This is not a ‘solve my problem’ post. Actually I have a problem, and I’d like some tips on how to debug it. I have the following setup:
- a FreePBX 13 setup on CentOS 6.9 running on a VPS. Running ‘extended’ modules like the responsive firewall
- A site where the phones are, which has a Huawei B525 4G modem/router. The reason behind this is that the site has no cable or fibreglass internet available and ADSL speed is really poor. The downside here is that the 4G provider has their own NAT ‘in the air’ and there is no static IP address. I ‘solved’ this by applying a dynamic DNS that updates frequently. The DDNS hostname is in the responsive firewall '‘trusted’ zone.
- 3 Yealink T41P phones, all firmware up to date and a Yealink W52P DECT station with one handset, also up to date. All connected through chan_sip.
- The inbound route routes all incoming calls into a timegroup. During business hours and days it routes to a queue that rings all phones. Else it just routes to a message that ends in voicemail.
For the first 8 months or so, this setup worked without a single hickup. Recently, we’ve run into some problems. The phones would not ring on inbound calls. Sometimes just a couple, lately it’s been all or nothing. I’ve dived into the full log and saw that quite frequently some, or all phones would not qualify and therefor would become ‘UNREACHABLE’. I then started to experiment with the qualify intervals and wait times. I modified the intervals and times for some extensions and not for others to see if the ‘fallouts’ would not affect the extensions I modified. This seemed to work at first, but soon that stopped working as well.
I setup the server to send me a tail of the full log grepping the word ‘UNREACHABLE’ so I have a more clear view of what is happening now, I see that the phones all become unreachable at approximately the same time every day. This report does not include the extensions for which I switched off the qualify of course, but in practice they don’t respond as well. Rebooting the Huawei 4G router usually solves it.
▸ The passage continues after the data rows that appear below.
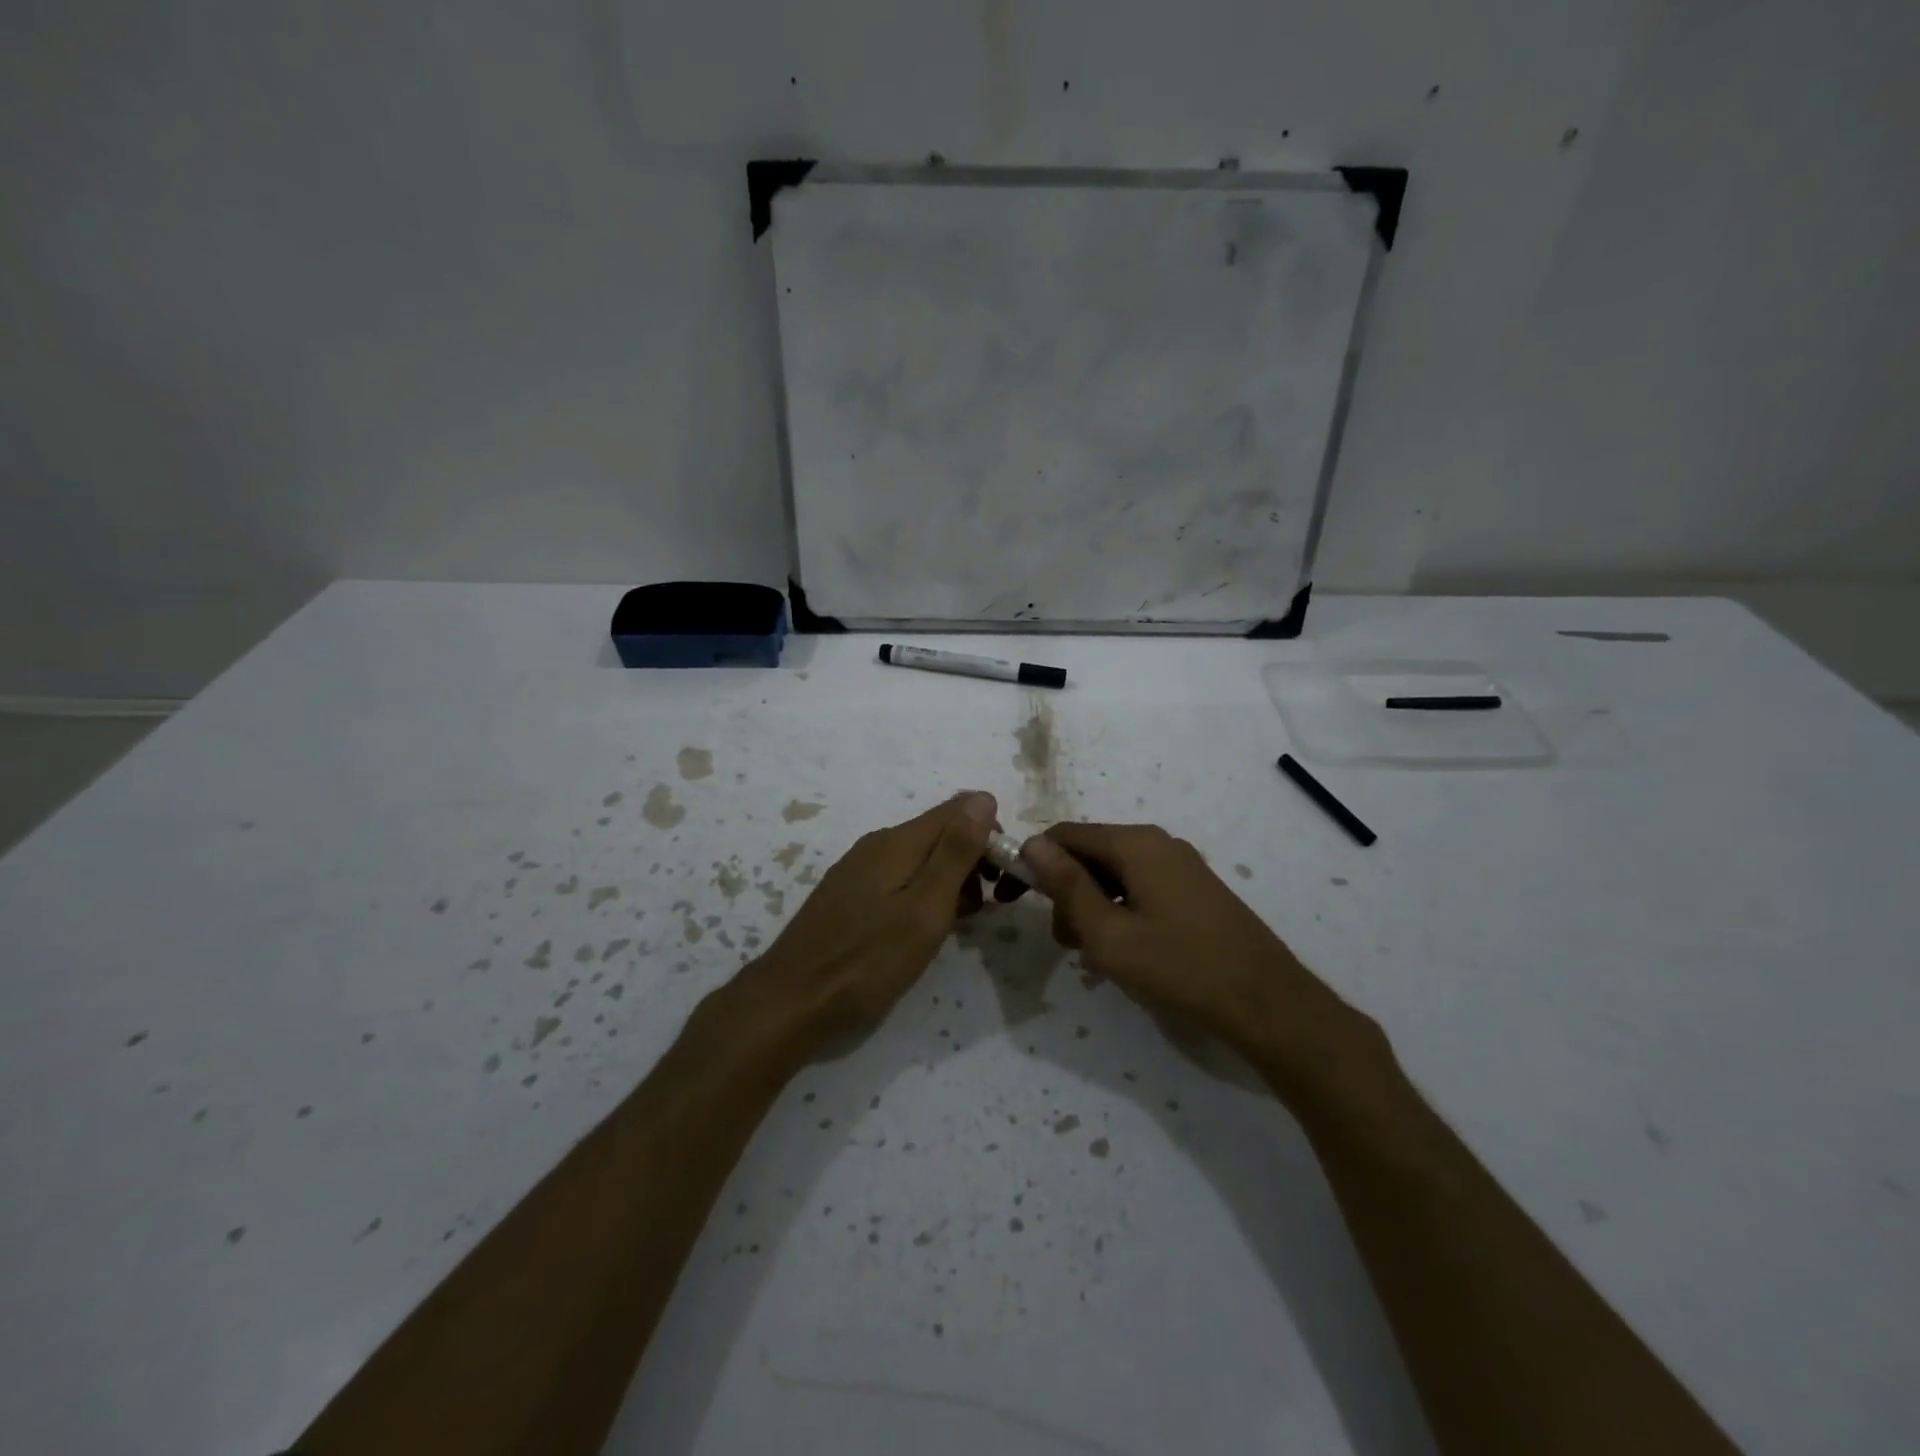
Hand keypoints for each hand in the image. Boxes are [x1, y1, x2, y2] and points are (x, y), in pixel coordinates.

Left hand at [733, 792, 996, 1045]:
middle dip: (971, 860)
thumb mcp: (925, 908)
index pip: (959, 810)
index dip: (989, 835)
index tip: (1004, 878)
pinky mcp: (847, 894)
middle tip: (985, 909)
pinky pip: (898, 878)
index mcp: (898, 841)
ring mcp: (858, 869)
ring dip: (949, 881)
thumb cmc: (869, 960)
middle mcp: (877, 844)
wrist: (792, 1001)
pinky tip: (921, 930)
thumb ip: (955, 852)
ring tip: (957, 925)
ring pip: (919, 858)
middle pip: (939, 833)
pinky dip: (921, 895)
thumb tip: (983, 798)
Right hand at [1019, 824, 1374, 1092]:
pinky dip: (1120, 914)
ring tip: (1094, 957)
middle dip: (1065, 892)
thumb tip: (1032, 843)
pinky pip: (1141, 890)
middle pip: (1091, 854)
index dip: (1031, 863)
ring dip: (1092, 908)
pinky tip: (1126, 953)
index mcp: (1135, 844)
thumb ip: (1067, 885)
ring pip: (1115, 875)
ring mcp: (1182, 866)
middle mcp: (1158, 843)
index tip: (1012, 900)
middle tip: (1065, 943)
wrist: (1268, 1004)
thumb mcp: (1108, 934)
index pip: (1064, 835)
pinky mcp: (1196, 891)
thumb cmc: (1180, 968)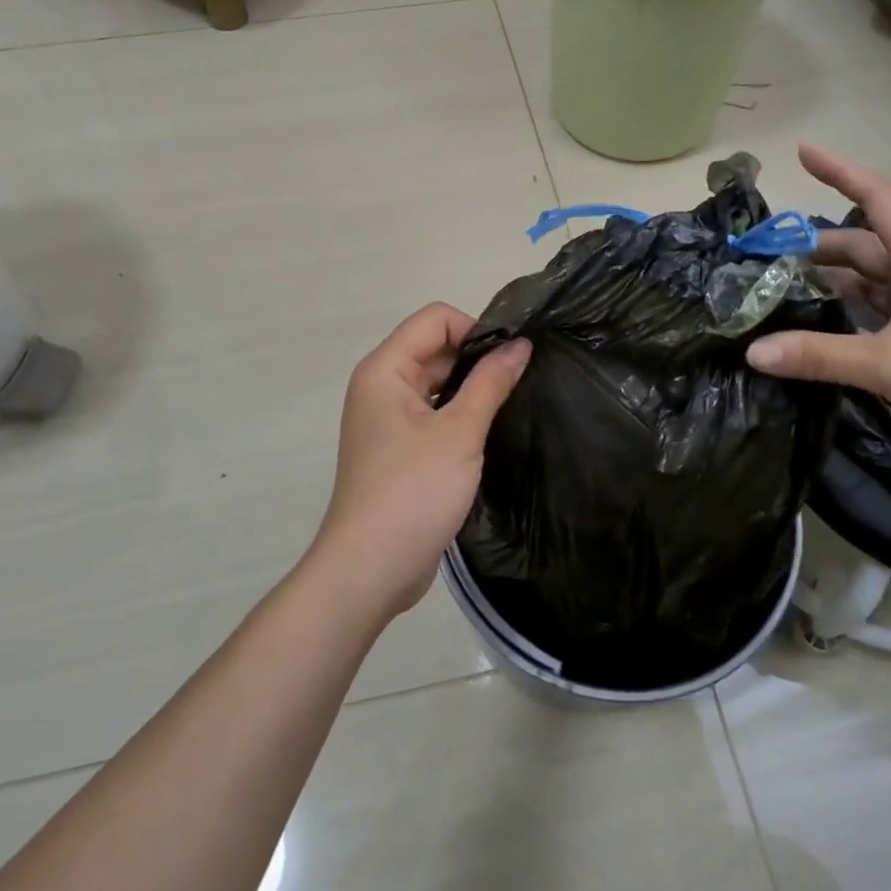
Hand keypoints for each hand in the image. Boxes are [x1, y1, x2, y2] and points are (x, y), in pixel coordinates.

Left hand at [313, 304, 530, 620]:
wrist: (369, 570)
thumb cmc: (412, 492)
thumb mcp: (460, 432)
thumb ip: (490, 382)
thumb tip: (521, 344)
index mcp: (385, 370)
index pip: (435, 319)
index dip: (474, 329)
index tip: (510, 359)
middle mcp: (381, 387)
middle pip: (435, 348)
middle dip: (477, 359)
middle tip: (520, 383)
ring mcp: (388, 420)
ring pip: (437, 383)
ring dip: (471, 389)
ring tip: (511, 405)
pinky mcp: (399, 449)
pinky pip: (433, 413)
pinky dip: (460, 414)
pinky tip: (490, 432)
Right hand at [745, 145, 890, 490]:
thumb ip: (820, 356)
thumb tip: (752, 351)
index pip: (879, 201)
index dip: (841, 172)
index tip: (802, 152)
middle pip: (861, 248)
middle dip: (813, 247)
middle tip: (762, 258)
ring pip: (864, 286)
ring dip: (824, 285)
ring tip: (775, 292)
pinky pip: (871, 321)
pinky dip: (840, 320)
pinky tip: (810, 333)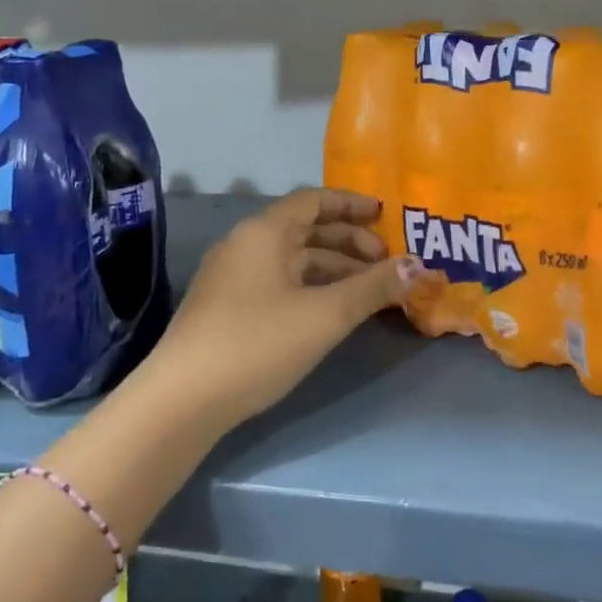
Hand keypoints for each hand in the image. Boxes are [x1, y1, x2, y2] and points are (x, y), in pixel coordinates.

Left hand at [142, 188, 427, 431]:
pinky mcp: (226, 307)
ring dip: (332, 267)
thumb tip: (420, 267)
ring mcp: (231, 276)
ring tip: (368, 290)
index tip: (386, 215)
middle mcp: (245, 244)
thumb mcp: (325, 315)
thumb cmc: (257, 344)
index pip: (313, 199)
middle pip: (305, 229)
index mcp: (264, 231)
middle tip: (386, 261)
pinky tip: (330, 310)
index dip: (352, 204)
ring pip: (293, 259)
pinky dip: (311, 287)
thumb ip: (374, 287)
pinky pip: (279, 282)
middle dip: (349, 241)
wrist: (180, 402)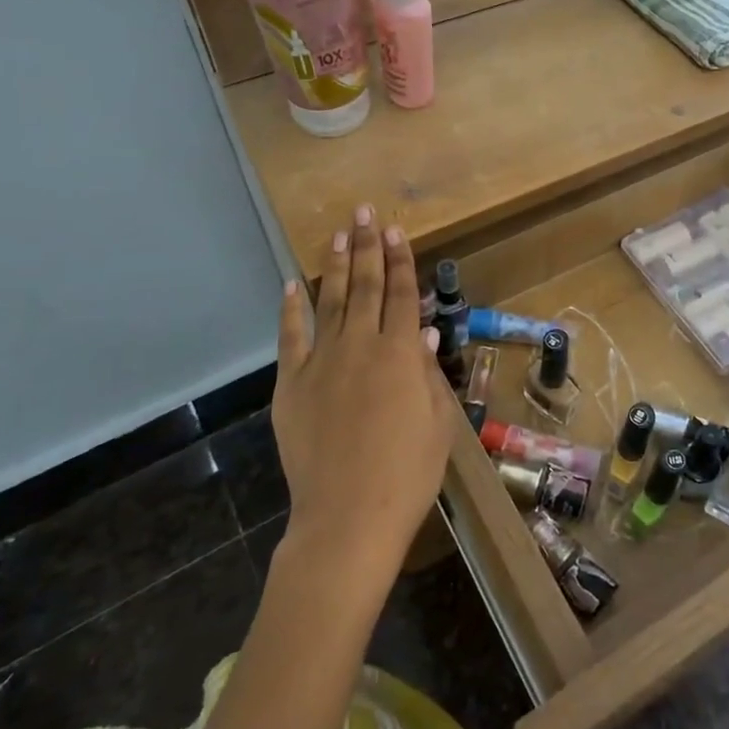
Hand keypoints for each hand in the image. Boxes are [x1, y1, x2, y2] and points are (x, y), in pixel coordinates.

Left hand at [271, 206, 449, 576]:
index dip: (401, 260)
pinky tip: (293, 285)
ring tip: (338, 233)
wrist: (348, 517)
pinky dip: (292, 310)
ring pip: (331, 302)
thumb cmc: (407, 474)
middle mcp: (361, 347)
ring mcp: (322, 363)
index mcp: (401, 354)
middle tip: (364, 211)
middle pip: (366, 287)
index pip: (402, 295)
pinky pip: (291, 338)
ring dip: (336, 265)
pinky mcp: (292, 385)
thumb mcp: (437, 423)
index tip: (396, 230)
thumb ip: (428, 373)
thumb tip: (425, 334)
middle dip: (367, 246)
I asked the VPS provider to monitor the internet speed of the VPS around the time the phones usually stop responding, they found no weird things. So now I’m kind of stuck. I suspect the 4G internet connection or the Huawei router to be the culprit, or maybe the DDNS system. My main question is, what would be the best approach to REALLY see in-detail what’s going on? Are there any logs I can turn on, or monitoring tools you would recommend? Are there any messages in the full log you recommend I should keep an eye out for? Any tips would be greatly appreciated, thanks in advance.